American mixed martial arts fighter

Kevin Bertrand Burns (born March 3, 1980) is a former American mixed martial artist who previously competed in the Welterweight division. A professional competitor since 2006, he has formerly competed for the UFC.

==Background==
Originally from Glidden, Iowa, Burns was a talented football player, competing at the collegiate level. Burns later began training in Tae Kwon Do at the age of 18, before transitioning into Brazilian jiu-jitsu, and then finally mixed martial arts.

==Mixed martial arts career==

===Early career===
With only ten months of training, Burns made his amateur MMA debut, defeating Josh Neer. Burns took a year off after the win but returned when Neer called him out for a rematch. Burns took his first loss in the bout.

Four years later, Burns won his professional debut against Demi Deeds. He won his next fight before losing to Jason High. The loss did not slow down Burns, as he racked up three more wins. With the wins he earned a four-fight deal with the UFC.

===Ultimate Fighting Championship===
At UFC 85 Burns made his debut for the UFC, earning the upset win over Roan Carneiro. He submitted Roan in the second round and was awarded Submission of the Night.

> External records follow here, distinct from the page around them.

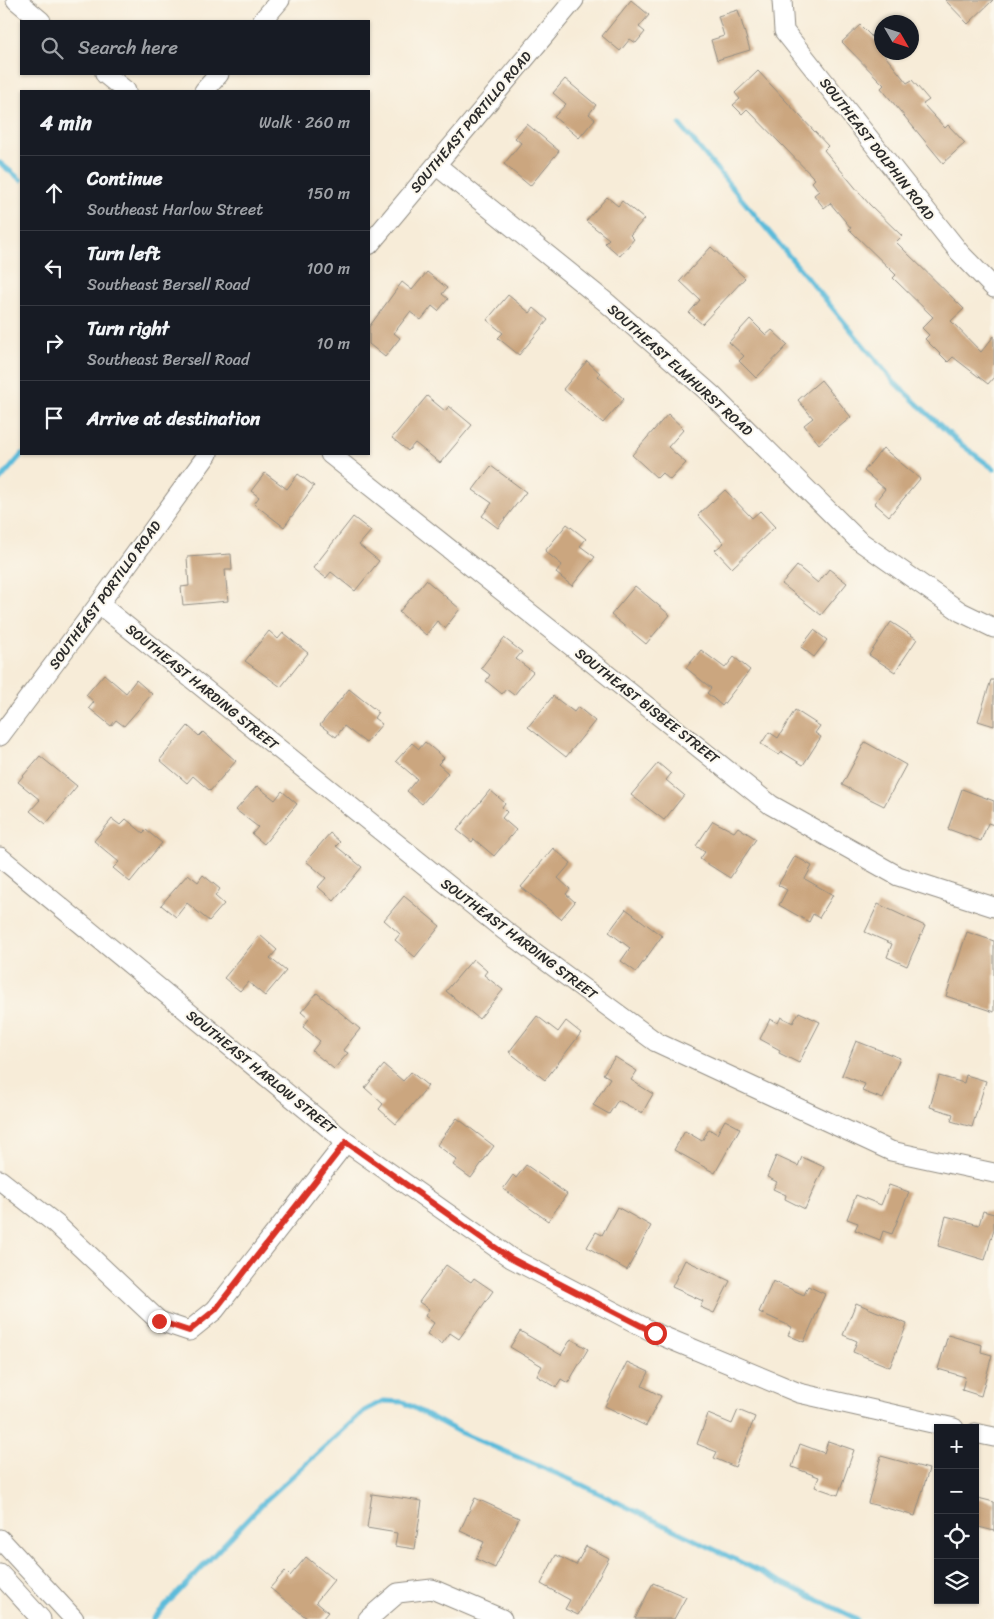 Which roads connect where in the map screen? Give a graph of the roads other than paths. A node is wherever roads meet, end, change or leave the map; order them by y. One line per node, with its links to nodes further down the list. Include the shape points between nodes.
1 (16, 0): 5 (street)
2 (280, 0): 6 (street)
3 (574, 0): 11 (street, SOUTHEAST PORTILLO ROAD)
4 (782, 0): 13 (street, SOUTHEAST DOLPHIN ROAD, via 784,31 960,253)
5 (41, 20)
6 (263, 20)
7 (106, 75): 9 (street)
8 (218, 75): 10 (street)
9 (125, 90)
10 (205, 90)
11 (436, 165): 12 (street, SOUTHEAST PORTILLO ROAD); 17 (street, SOUTHEAST ELMHURST ROAD, via 606,303 713,396 858,540 961,612)
12 (370, 243)
13 (994, 288)
14 (207, 455): 16 (street, SOUTHEAST PORTILLO ROAD)
15 (331, 455): 20 (street, SOUTHEAST BISBEE STREET, via 771,804 898,876)
16 (99, 604): 18 (street, SOUTHEAST PORTILLO ROAD); 22 (street, SOUTHEAST HARDING STREET, via 504,930 656,1042 891,1151)
17 (994, 628)
18 (0, 736)
19 (0, 857): 21 (street, SOUTHEAST HARLOW STREET)
20 (994, 906)
21 (346, 1142): 23 (street, via 215,1310 189,1331 159,1321 56,1224); 24 (street, SOUTHEAST HARLOW STREET, via 510,1258 655,1333 800,1393)
22 (994, 1173)
23 (0, 1180)
24 (936, 1424)
25 (979, 1434): 26 (street)
26 (994, 1437)
27 (0, 1538): 29 (street)
28 (0, 1574): 30 (street)
29 (72, 1618)
30 (41, 1619)
31 (368, 1619): 32 (street, via 398,1593 432,1589)
32 (502, 1619)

During his fight with Anthony Johnson in UFC: Silva vs. Irvin, he repeatedly poked Johnson in the eyes, for which he received four separate warnings by the referee, Steve Mazzagatti. In the third round, Johnson fell to the ground writhing in pain after an exchange with Burns, and Mazzagatti called the fight to protect Johnson, who was clearly unable to defend himself. Only after seeing the replay from a different camera angle was it seen that the reason for Johnson falling to the ground was due to one of Burns's open handed jabs landing deep into his eye. After some confusion, Steve Mazzagatti stopped the bout. After the fight Johnson appealed the decision as being poked in the eye was a foul, but it was ultimately rejected due to lack of remedy. Burns has claimed that the eye-jabs were not intentional and due to a prior broken hand, which he states forced him to punch with a looser hand.

Johnson defeated Burns with a third-round knockout in their rematch at The Ultimate Fighter 8 Finale.

Burns was defeated by Chris Lytle via unanimous decision in a back and forth war at The Ultimate Fighter 9 Finale. The fight did prove to be positive as Burns was given an extra $25,000 for earning Fight of the Night.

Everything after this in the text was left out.